EXERCISE OBJECTIVE
For every line in the material, output its text exactly and exclude any image it holds.
--------------------------------
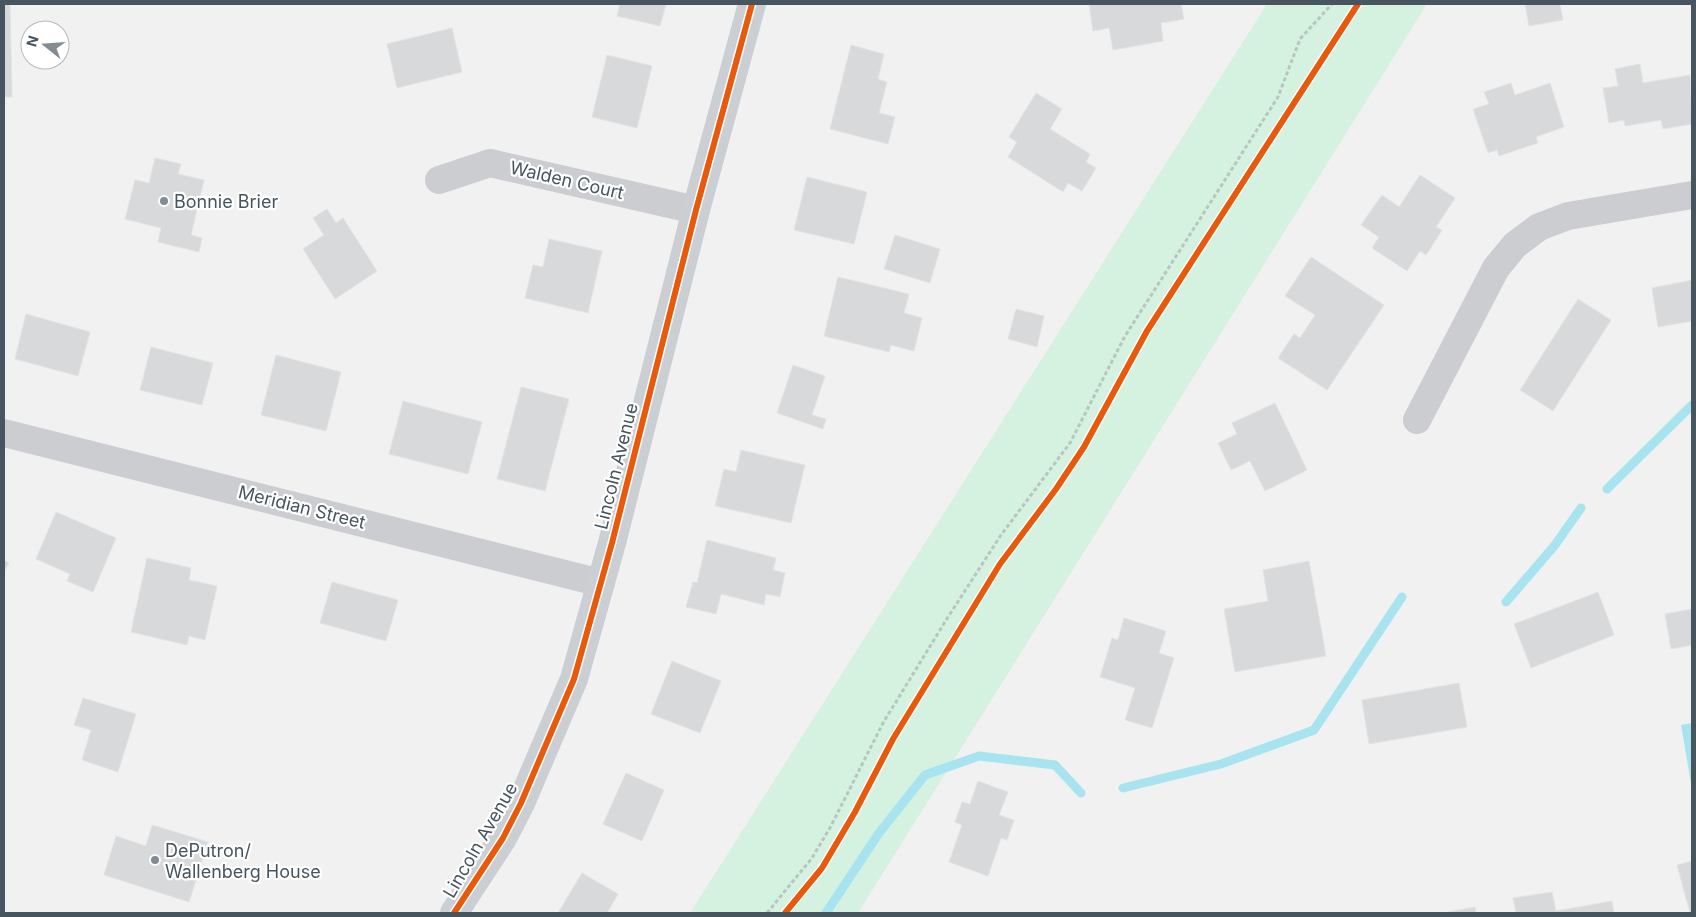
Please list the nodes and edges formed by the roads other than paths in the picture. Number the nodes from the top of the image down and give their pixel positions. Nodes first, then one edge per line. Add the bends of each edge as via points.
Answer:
1 (752, 4) edge
2 (439, 180) dead end
3 (1692, 195) edge
4 (696, 210) junction
5 (1417, 420) dead end
6 (4, 433) edge
7 (600, 583) junction
8 (454, 913) edge

1 - 4 street, Lincoln Avenue
2 - 4 street, Walden Court via 490,163
3 - 5 street via 1568,216 1540,227 1515,245 1496,268
4 - 7 street, Lincoln Avenue
6 - 7 street, Meridian Street
7 - 8 street, Lincoln Avenue via 574,679 538,766 503,838

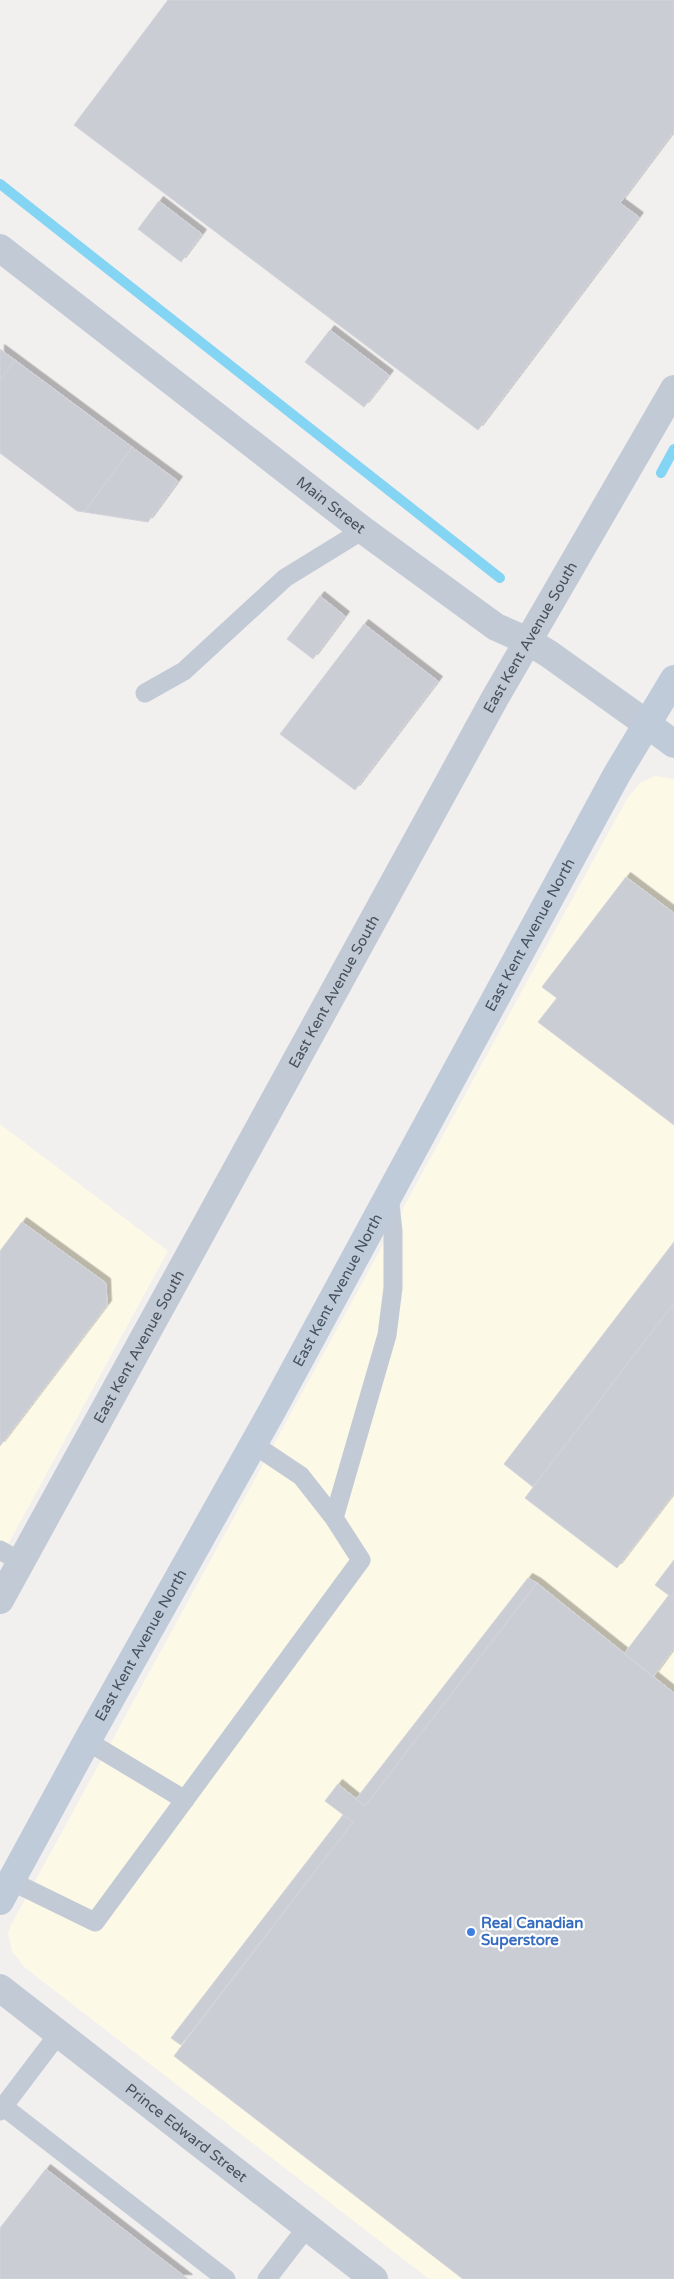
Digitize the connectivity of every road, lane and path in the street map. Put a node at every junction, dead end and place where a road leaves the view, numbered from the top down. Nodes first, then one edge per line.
1 (0, 248) edge
2 (674, 388) edge
3 (363, 530) junction
4 (528, 641) junction
5 (674, 679) edge
6 (145, 693) dead end
7 (647, 724) junction
8 (674, 744) edge
9 (389, 1193) junction
10 (253, 1444) junction
11 (334, 1518) junction
12 (10, 1556) edge
13 (0, 1600) edge
14 (86, 1741) junction
15 (185, 1800) junction
16 (5, 1891) edge
17 (0, 1988) edge
18 (58, 2032) junction
19 (2, 2109) edge
20 (307, 2227) junction
21 (226, 2279) edge
22 (267, 2279) edge
23 (374, 2279) edge

1 - 3 street, Main Street
2 - 4 street, East Kent Avenue South
3 - 4 street, Main Street
3 - 6 lane
4 - 7 street, Main Street
4 - 12 street, East Kent Avenue South
5 - 7 street, East Kent Avenue North
7 - 8 street, Main Street
7 - 9 street, East Kent Avenue North
9 - 10 street, East Kent Avenue North
9 - 11 lane
10 - 11 lane
10 - 14 street, East Kent Avenue North
11 - 15 lane
12 - 13 street, East Kent Avenue South
14 - 15 lane
14 - 16 street, East Kent Avenue North
15 - 16 lane
17 - 18 street, Prince Edward Street
18 - 19 lane
18 - 20 street, Prince Edward Street
19 - 21 lane
20 - 22 lane
20 - 23 street, Prince Edward Street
--------------------------------
THE ANSWER
Please list the nodes and edges formed by the roads other than paths in the picture. Number the nodes from the top of the image down and give their pixel positions. Nodes first, then one edge per line. Add the bends of each edge as via points.
Answer:
1 (752, 4) edge
2 (439, 180) dead end
3 (1692, 195) edge
4 (696, 210) junction
5 (1417, 420) dead end
6 (4, 433) edge
7 (600, 583) junction
8 (454, 913) edge

1 - 4 street, Lincoln Avenue
2 - 4 street, Walden Court via 490,163
3 - 5 street via 1568,216 1540,227 1515,245 1496,268
4 - 7 street, Lincoln Avenue
6 - 7 street, Meridian Street
7 - 8 street, Lincoln Avenue via 574,679 538,766 503,838

Digitize the connectivity of every road, lane and path in the street map. Put a node at every junction, dead end and place where a road leaves the view, numbered from the top down. Nodes first, then one edge per line.
1 (0, 248) edge
2 (674, 388) edge
3 (363, 530) junction
4 (528, 641) junction
5 (674, 679) edge
6 (145, 693) dead end
7 (647, 724) junction
8 (674, 744) edge
9 (389, 1193) junction
10 (253, 1444) junction
11 (334, 1518) junction
12 (10, 1556) edge
13 (0, 1600) edge
14 (86, 1741) junction
15 (185, 1800) junction
16 (5, 1891) edge
17 (0, 1988) edge
18 (58, 2032) junction
19 (2, 2109) edge
20 (307, 2227) junction
21 (226, 2279) edge
22 (267, 2279) edge
23 (374, 2279) edge

1 - 3 street, Main Street
2 - 4 street, East Kent Avenue South
3 - 4 street, Main Street
3 - 6 lane
4 - 7 street, Main Street
4 - 12 street, East Kent Avenue South
5 - 7 street, East Kent Avenue North
7 - 8 street, Main Street
7 - 9 street, East Kent Avenue North
9 - 10 street, East Kent Avenue North
9 - 11 lane
10 - 11 lane
10 - 14 street, East Kent Avenue North
11 - 15 lane
12 - 13 street, East Kent Avenue South
14 - 15 lane
14 - 16 street, East Kent Avenue North
15 - 16 lane
17 - 18 street, Prince Edward Street
18 - 19 lane
18 - 20 street, Prince Edward Street
19 - 21 lane
20 - 22 lane
20 - 23 street, Prince Edward Street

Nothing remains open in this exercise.